'''

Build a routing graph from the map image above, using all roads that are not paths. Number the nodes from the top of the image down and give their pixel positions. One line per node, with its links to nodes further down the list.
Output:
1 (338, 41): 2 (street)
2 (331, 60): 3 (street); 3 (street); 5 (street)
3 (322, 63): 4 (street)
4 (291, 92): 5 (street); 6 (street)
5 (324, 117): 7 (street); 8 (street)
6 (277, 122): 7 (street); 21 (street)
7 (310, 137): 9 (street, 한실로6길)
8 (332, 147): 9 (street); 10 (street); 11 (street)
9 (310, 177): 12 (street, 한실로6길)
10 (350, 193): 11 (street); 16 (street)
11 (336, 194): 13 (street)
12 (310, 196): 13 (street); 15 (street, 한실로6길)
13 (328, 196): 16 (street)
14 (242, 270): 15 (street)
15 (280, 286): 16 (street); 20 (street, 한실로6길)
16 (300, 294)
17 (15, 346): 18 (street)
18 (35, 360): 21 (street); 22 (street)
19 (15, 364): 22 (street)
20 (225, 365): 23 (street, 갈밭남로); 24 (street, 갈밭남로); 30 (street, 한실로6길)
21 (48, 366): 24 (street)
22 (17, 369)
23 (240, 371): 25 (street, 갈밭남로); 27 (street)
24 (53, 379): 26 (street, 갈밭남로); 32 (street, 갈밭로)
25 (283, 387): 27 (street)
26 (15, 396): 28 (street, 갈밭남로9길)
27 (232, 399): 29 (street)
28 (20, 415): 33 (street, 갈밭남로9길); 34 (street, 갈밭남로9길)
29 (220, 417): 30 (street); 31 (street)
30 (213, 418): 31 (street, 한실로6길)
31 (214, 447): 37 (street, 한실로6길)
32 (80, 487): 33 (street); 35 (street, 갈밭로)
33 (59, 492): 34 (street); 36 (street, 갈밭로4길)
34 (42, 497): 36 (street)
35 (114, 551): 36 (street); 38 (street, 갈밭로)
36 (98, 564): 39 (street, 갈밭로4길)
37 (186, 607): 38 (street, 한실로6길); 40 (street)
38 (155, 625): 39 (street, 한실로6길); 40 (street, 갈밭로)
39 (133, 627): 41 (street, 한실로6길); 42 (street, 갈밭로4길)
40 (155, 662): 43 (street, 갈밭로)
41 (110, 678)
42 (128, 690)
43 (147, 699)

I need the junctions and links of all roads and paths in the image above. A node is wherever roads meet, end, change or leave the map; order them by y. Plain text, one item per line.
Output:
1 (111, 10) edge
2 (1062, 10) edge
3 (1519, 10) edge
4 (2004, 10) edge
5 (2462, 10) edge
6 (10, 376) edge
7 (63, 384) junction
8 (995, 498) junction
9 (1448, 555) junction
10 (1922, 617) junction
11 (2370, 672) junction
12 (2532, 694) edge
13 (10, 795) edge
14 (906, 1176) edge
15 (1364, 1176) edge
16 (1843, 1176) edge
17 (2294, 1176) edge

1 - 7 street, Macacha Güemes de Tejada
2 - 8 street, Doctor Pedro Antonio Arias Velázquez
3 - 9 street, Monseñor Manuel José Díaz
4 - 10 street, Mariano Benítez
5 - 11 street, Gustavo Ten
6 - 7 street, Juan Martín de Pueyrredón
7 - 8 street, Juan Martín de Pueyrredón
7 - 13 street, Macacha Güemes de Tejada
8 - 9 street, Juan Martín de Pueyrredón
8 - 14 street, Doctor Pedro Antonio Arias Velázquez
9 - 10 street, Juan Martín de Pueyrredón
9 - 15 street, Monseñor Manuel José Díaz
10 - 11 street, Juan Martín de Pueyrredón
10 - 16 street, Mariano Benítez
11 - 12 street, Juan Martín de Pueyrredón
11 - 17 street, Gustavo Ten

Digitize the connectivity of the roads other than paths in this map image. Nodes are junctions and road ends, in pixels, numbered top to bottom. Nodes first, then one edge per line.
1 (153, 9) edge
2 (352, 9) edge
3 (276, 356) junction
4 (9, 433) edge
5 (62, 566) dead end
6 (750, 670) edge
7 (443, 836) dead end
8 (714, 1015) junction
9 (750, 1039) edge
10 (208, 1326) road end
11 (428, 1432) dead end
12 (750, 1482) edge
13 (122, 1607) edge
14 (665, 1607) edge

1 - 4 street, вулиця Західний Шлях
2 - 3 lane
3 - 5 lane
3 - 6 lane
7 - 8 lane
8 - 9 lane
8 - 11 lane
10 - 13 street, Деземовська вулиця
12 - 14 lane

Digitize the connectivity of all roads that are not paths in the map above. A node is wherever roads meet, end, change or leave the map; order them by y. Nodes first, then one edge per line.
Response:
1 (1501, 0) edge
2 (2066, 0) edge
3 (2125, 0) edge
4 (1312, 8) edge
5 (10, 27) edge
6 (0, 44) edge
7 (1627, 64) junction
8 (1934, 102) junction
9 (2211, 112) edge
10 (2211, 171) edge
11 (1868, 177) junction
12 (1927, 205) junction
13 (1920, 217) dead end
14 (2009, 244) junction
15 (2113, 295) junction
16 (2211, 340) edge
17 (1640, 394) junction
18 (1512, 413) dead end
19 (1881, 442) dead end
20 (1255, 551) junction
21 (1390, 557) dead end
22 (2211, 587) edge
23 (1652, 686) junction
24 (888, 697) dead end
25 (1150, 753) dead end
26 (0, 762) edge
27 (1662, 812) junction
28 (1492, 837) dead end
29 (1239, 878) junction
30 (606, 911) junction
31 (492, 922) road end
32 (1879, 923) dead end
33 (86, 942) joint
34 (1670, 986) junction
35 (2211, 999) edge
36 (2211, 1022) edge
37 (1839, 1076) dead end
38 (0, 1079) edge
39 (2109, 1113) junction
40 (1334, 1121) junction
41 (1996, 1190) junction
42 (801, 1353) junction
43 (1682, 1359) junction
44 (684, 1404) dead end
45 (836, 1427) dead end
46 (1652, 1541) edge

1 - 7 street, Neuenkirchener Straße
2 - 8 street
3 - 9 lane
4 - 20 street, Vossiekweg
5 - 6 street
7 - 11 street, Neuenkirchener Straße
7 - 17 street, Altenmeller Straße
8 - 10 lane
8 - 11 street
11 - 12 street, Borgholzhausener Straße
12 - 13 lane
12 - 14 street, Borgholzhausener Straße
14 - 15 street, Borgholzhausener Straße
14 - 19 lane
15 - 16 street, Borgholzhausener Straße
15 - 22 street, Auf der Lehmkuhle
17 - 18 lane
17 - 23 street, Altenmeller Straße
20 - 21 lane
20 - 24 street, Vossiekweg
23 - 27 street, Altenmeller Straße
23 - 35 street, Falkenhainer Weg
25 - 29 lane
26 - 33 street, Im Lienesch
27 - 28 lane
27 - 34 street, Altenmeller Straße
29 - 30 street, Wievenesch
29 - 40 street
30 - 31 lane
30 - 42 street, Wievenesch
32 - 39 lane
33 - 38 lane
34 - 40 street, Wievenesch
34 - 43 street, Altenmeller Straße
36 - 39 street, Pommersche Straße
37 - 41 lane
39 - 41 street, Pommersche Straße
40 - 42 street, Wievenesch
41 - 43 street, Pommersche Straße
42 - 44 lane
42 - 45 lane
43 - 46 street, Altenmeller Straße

'''

GOAL OF THE EXERCISE:
The full set of entries must be printed again without any alteration.

RESULT BELOW:
Build a routing graph from the map image above, using all roads that are not paths. Number the nodes from the top of the image down and give their pixel positions. One line per node, with its links to nodes further down the list.
Output:
1 (338, 41): 2 (street)
2 (331, 60): 3 (street); 3 (street); 5 (street)
3 (322, 63): 4 (street)
4 (291, 92): 5 (street); 6 (street)
5 (324, 117): 7 (street); 8 (street)
6 (277, 122): 7 (street); 21 (street)
7 (310, 137): 9 (street, 한실로6길)
8 (332, 147): 9 (street); 10 (street); 11 (street)
9 (310, 177): 12 (street, 한실로6길)
10 (350, 193): 11 (street); 16 (street)
11 (336, 194): 13 (street)
12 (310, 196): 13 (street); 15 (street, 한실로6길)
13 (328, 196): 16 (street)
14 (242, 270): 15 (street)
15 (280, 286): 16 (street); 20 (street, 한실로6길)
16 (300, 294)
17 (15, 346): 18 (street)
18 (35, 360): 21 (street); 22 (street)
19 (15, 364): 22 (street)
20 (225, 365): 23 (street, 갈밭남로); 24 (street, 갈밭남로); 30 (street, 한실로6길)
21 (48, 366): 24 (street)
22 (17, 369)
23 (240, 371): 25 (street, 갈밭남로); 27 (street)
24 (53, 379): 26 (street, 갈밭남로); 32 (street, 갈밭로)
25 (283, 387): 27 (street)
26 (15, 396): 28 (street, 갈밭남로9길)
27 (232, 399): 29 (street)
28 (20, 415): 33 (street, 갈밭남로9길); 34 (street, 갈밭남로9길)
29 (220, 417): 30 (street); 31 (street)
30 (213, 418): 31 (street, 한실로6길)
31 (214, 447): 37 (street, 한실로6길)
32 (80, 487): 33 (street); 35 (street, 갈밭로)
33 (59, 492): 34 (street); 36 (street, 갈밭로4길)
34 (42, 497): 36 (street)
35 (114, 551): 36 (street); 38 (street, 갈밭로)
36 (98, 564): 39 (street, 갈밭로4길)
37 (186, 607): 38 (street, 한실로6길); 40 (street)
38 (155, 625): 39 (street, 한실로6길); 40 (street, 갈밭로)
39 (133, 627): 41 (street, 한실로6길); 42 (street, 갈밭로4길)
40 (155, 662): 43 (street, 갈밭로)
41 (110, 678)
42 (128, 690)
43 (147, 699)

I need the junctions and links of all roads and paths in the image above. A node is wherever roads meet, end, change or leave the map; order them by y. Plain text, one item per line.
Output:
1 (111, 10) edge
2 (1062, 10) edge
3 (1519, 10) edge
4 (2004, 10) edge
5 (2462, 10) edge
6 (10, 376) edge
7 (63, 384) junction
8 (995, 498) junction
9 (1448, 555) junction
10 (1922, 617) junction
11 (2370, 672) junction
12 (2532, 694) edge
13 (10, 795) edge
14 (906, 1176) edge
15 (1364, 1176) edge
16 (1843, 1176) edge
17 (2294, 1176) edge

1 - 7 street, Macacha Güemes de Tejada
2 - 8 street, Doctor Pedro Antonio Arias Velázquez
3 - 9 street, Monseñor Manuel José Díaz
4 - 10 street, Mariano Benítez
5 - 11 street, Gustavo Ten
6 - 7 street, Juan Martín de Pueyrredón
7 - 8 street, Juan Martín de Pueyrredón
7 - 13 street, Macacha Güemes de Tejada
8 - 9 street, Juan Martín de Pueyrredón
8 - 14 street, Doctor Pedro Antonio Arias Velázquez
9 - 10 street, Juan Martín de Pueyrredón
9 - 15 street, Monseñor Manuel José Díaz
10 - 11 street, Juan Martín de Pueyrredón
10 - 16 street, Mariano Benítez
11 - 12 street, Juan Martín de Pueyrredón
11 - 17 street, Gustavo Ten

Digitize the connectivity of the roads other than paths in this map image. Nodes are junctions and road ends, in pixels, numbered top to bottom. Nodes first, then one edge per line.
1 (153, 9) edge
2 (352, 9) edge
3 (276, 356) junction
4 (9, 433) edge
5 (62, 566) dead end
6 (750, 670) edge
7 (443, 836) dead end
8 (714, 1015) junction
9 (750, 1039) edge
10 (208, 1326) road end
11 (428, 1432) dead end
12 (750, 1482) edge
13 (122, 1607) edge
14 (665, 1607) edge

1 - 4 street, вулиця Західний Шлях
2 - 3 lane
3 - 5 lane
3 - 6 lane
7 - 8 lane
8 - 9 lane
8 - 11 lane
10 - 13 street, Деземовська вулиця
12 - 14 lane

Digitize the connectivity of all roads that are not paths in the map above. A node is wherever roads meet, end, change or leave the map; order them by y. Nodes first, then one edge per line.
Response:
1 (1501, 0) edge
2 (2066, 0) edge
3 (2125, 0) edge
4 (1312, 8) edge
5 (10, 27) edge
6 (0, 44) edge
7 (1627, 64) junction
8 (1934, 102) junction
9 (2211, 112) edge
10 (2211, 171) edge
11 (1868, 177) junction
12 (1927, 205) junction
13 (1920, 217) dead end
14 (2009, 244) junction
15 (2113, 295) junction
16 (2211, 340) edge
17 (1640, 394) junction
18 (1512, 413) dead end
19 (1881, 442) dead end
20 (1255, 551) junction
21 (1390, 557) dead end
22 (2211, 587) edge
23 (1652, 686) junction
24 (888, 697) dead end
25 (1150, 753) dead end
26 (0, 762) edge
27 (1662, 812) junction
28 (1492, 837) dead end
29 (1239, 878) junction
30 (606, 911) junction
31 (492, 922) road end
32 (1879, 923) dead end
33 (86, 942) joint
34 (1670, 986) junction
35 (2211, 999) edge
36 (2211, 1022) edge
37 (1839, 1076) dead end
38 (0, 1079) edge
39 (2109, 1113) junction
40 (1334, 1121) junction
41 (1996, 1190) junction
42 (801, 1353) junction
43 (1682, 1359) junction
44 (684, 1404) dead end
45 (836, 1427) dead end
46 (1652, 1541) edge

1 - 7 street, Neuenkirchener Straße
2 - 8 street
3 - 9 lane
4 - 20 street, Vossiekweg
5 - 6 street
7 - 11 street, Neuenkirchener Straße
7 - 17 street, Altenmeller Straße
8 - 10 lane
8 - 11 street
11 - 12 street, Borgholzhausener Straße
12 - 13 lane
12 - 14 street, Borgholzhausener Straße
14 - 15 street, Borgholzhausener Straße
14 - 19 lane
15 - 16 street, Borgholzhausener Straße
15 - 22 street, Auf der Lehmkuhle
17 - 18 lane
17 - 23 street, Altenmeller Straße
20 - 21 lane
20 - 24 street, Vossiekweg
23 - 27 street, Altenmeller Straße
23 - 35 street, Falkenhainer Weg
25 - 29 lane
26 - 33 street, Im Lienesch
27 - 28 lane
27 - 34 street, Altenmeller Straße
29 - 30 street, Wievenesch
29 - 40 street
30 - 31 lane
30 - 42 street, Wievenesch
32 - 39 lane
33 - 38 lane
34 - 40 street, Wievenesch
34 - 43 street, Altenmeller Straße
36 - 39 street, Pommersche Straße
37 - 41 lane
39 - 41 street, Pommersche Straße
40 - 42 street, Wievenesch
41 - 43 street, Pommersche Straße
42 - 44 lane
42 - 45 lane
43 - 46 street, Altenmeller Straße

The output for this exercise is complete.